- **EXERCISE DESCRIPTION**:
Set down a faithful copy of every record below, with no images.

- **DATA RECORDS**:
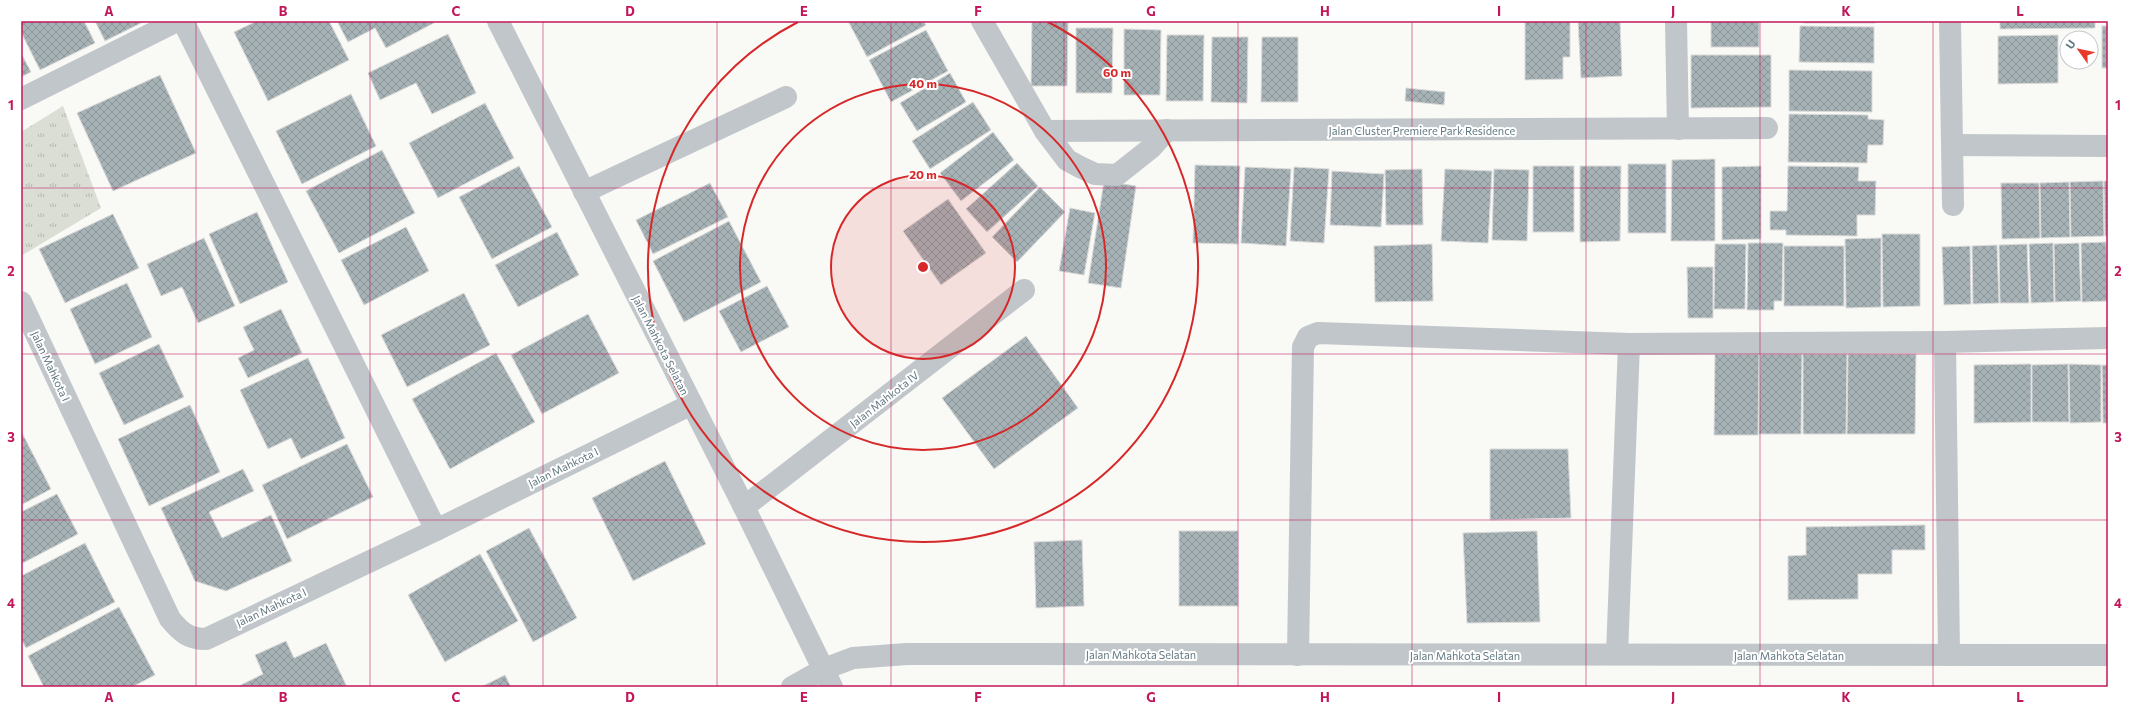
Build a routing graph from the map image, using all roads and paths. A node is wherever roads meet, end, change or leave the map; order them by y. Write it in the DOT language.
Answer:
graph roads {
  1 [pos="177,21"];
  2 [pos="183,21"];
  3 [pos="498,21"];
  4 [pos="982,21"];
  5 [pos="1676,21"];
  6 [pos="1950,21"];
  7 [pos="786,97"];
  8 [pos="21,99"];
  9 [pos="1767,128"];
  10 [pos="1678,129"];
  11 [pos="1167,130"];
  12 [pos="1046,131"];
  13 [pos="1953,145"];
  14 [pos="2108,146"];
  15 [pos="584,192"];
  16 [pos="1953,205"];
  17 [pos="1024,290"];
  18 [pos="21,302"];
  19 [pos="2108,338"];
  20 [pos="1944,342"];
  21 [pos="1629,344"];
  22 [pos="692,404"];
  23 [pos="744,507"];
  24 [pos="436,530"];
  25 [pos="1617,654"];
  26 [pos="1298,655"];
  27 [pos="1949,655"];
  28 [pos="2108,655"];
  29 [pos="828,678"];
  30 [pos="792,687"];
  1 -- 8 [label="street"];
  2 -- 24 [label="street"];
  3 -- 15 [label="street, Jalan Mahkota Selatan"];
  4 -- 12 [label="street"];
  5 -- 10 [label="street"];
  6 -- 13 [label="street"];
  7 -- 15 [label="street"];
  9 -- 10 [label="street, Jalan Cluster Premiere Park Residence"];
  10 -- 11 [label="street, Jalan Cluster Premiere Park Residence"];
  11 -- 12 [label="street, Jalan Cluster Premiere Park Residence"];
  11 -- 12 [label="street"];
  13 -- 14 [label="street"];
  13 -- 16 [label="street"];
  15 -- 22 [label="street, Jalan Mahkota Selatan"];
  17 -- 23 [label="street, Jalan Mahkota IV"];
  18 -- 24 [label="street, Jalan Mahkota I"];
  19 -- 20 [label="street"];
  20 -- 21 [label="street"];
  20 -- 27 [label="street"];
  21 -- 25 [label="street"];
  21 -- 26 [label="street"];
  22 -- 23 [label="street, Jalan Mahkota Selatan"];
  22 -- 24 [label="street, Jalan Mahkota I"];
  23 -- 29 [label="street, Jalan Mahkota Selatan"];
  25 -- 26 [label="street, Jalan Mahkota Selatan"];
  25 -- 27 [label="street, Jalan Mahkota Selatan"];
  26 -- 29 [label="street, Jalan Mahkota Selatan"];
  27 -- 28 [label="street, Jalan Mahkota Selatan"];
  29 -- 30 [label="street, Jalan Mahkota Selatan"];
}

- **OUTPUT OF THE TASK**:
Build a routing graph from the map image, using all roads and paths. A node is wherever roads meet, end, change or leave the map; order them by y. Write it in the DOT language.
Answer:
graph roads {
  1 [pos="177,21"];
  2 [pos="183,21"];
  3 [pos="498,21"];
  4 [pos="982,21"];
  5 [pos="1676,21"];
  6 [pos="1950,21"];
  7 [pos="786,97"];
  8 [pos="21,99"];
  9 [pos="1767,128"];
  10 [pos="1678,129"];
  11 [pos="1167,130"];
  12 [pos="1046,131"];
  13 [pos="1953,145"];
  14 [pos="2108,146"];
  15 [pos="584,192"];
  16 [pos="1953,205"];
  17 [pos="1024,290"];
  18 [pos="21,302"];
  19 [pos="2108,338"];
  20 [pos="1944,342"];
  21 [pos="1629,344"];
  22 [pos="692,404"];
  23 [pos="744,507"];
  24 [pos="436,530"];
  25 [pos="1617,654"];
  26 [pos="1298,655"];
  27 [pos="1949,655"];
  28 [pos="2108,655"];
  29 [pos="828,678"];
  30 [pos="792,687"];
  1 -- 8 [label="street"];
  2 -- 24 [label="street"];
  3 -- 15 [label="street, Jalan Mahkota Selatan"];
  4 -- 12 [label="street"];
  5 -- 10 [label="street"];
  6 -- 13 [label="street"];
  7 -- 15 [label="street"];
  9 -- 10 [label="street, Jalan Cluster Premiere Park Residence"];
  10 -- 11 [label="street, Jalan Cluster Premiere Park Residence"];
  11 -- 12 [label="street, Jalan Cluster Premiere Park Residence"];
  11 -- 12 [label="street"];
  13 -- 14 [label="street"];
  13 -- 16 [label="street"];
  15 -- 22 [label="street, Jalan Mahkota Selatan"];
  17 -- 23 [label="street, Jalan Mahkota IV"];
  18 -- 24 [label="street, Jalan Mahkota I"];
  19 -- 20 [label="street"];
  20 -- 21 [label="street"];
  20 -- 27 [label="street"];
  21 -- 25 [label="street"];
  21 -- 26 [label="street"];
  22 -- 23 [label="street, Jalan Mahkota Selatan"];
  22 -- 24 [label="street, Jalan Mahkota I"];
  23 -- 29 [label="street, Jalan Mahkota Selatan"];
  25 -- 26 [label="street, Jalan Mahkota Selatan"];
  25 -- 27 [label="street, Jalan Mahkota Selatan"];
  26 -- 29 [label="street, Jalan Mahkota Selatan"];
  27 -- 28 [label="street, Jalan Mahkota Selatan"];
  29 -- 30 [label="street, Jalan Mahkota Selatan"];
}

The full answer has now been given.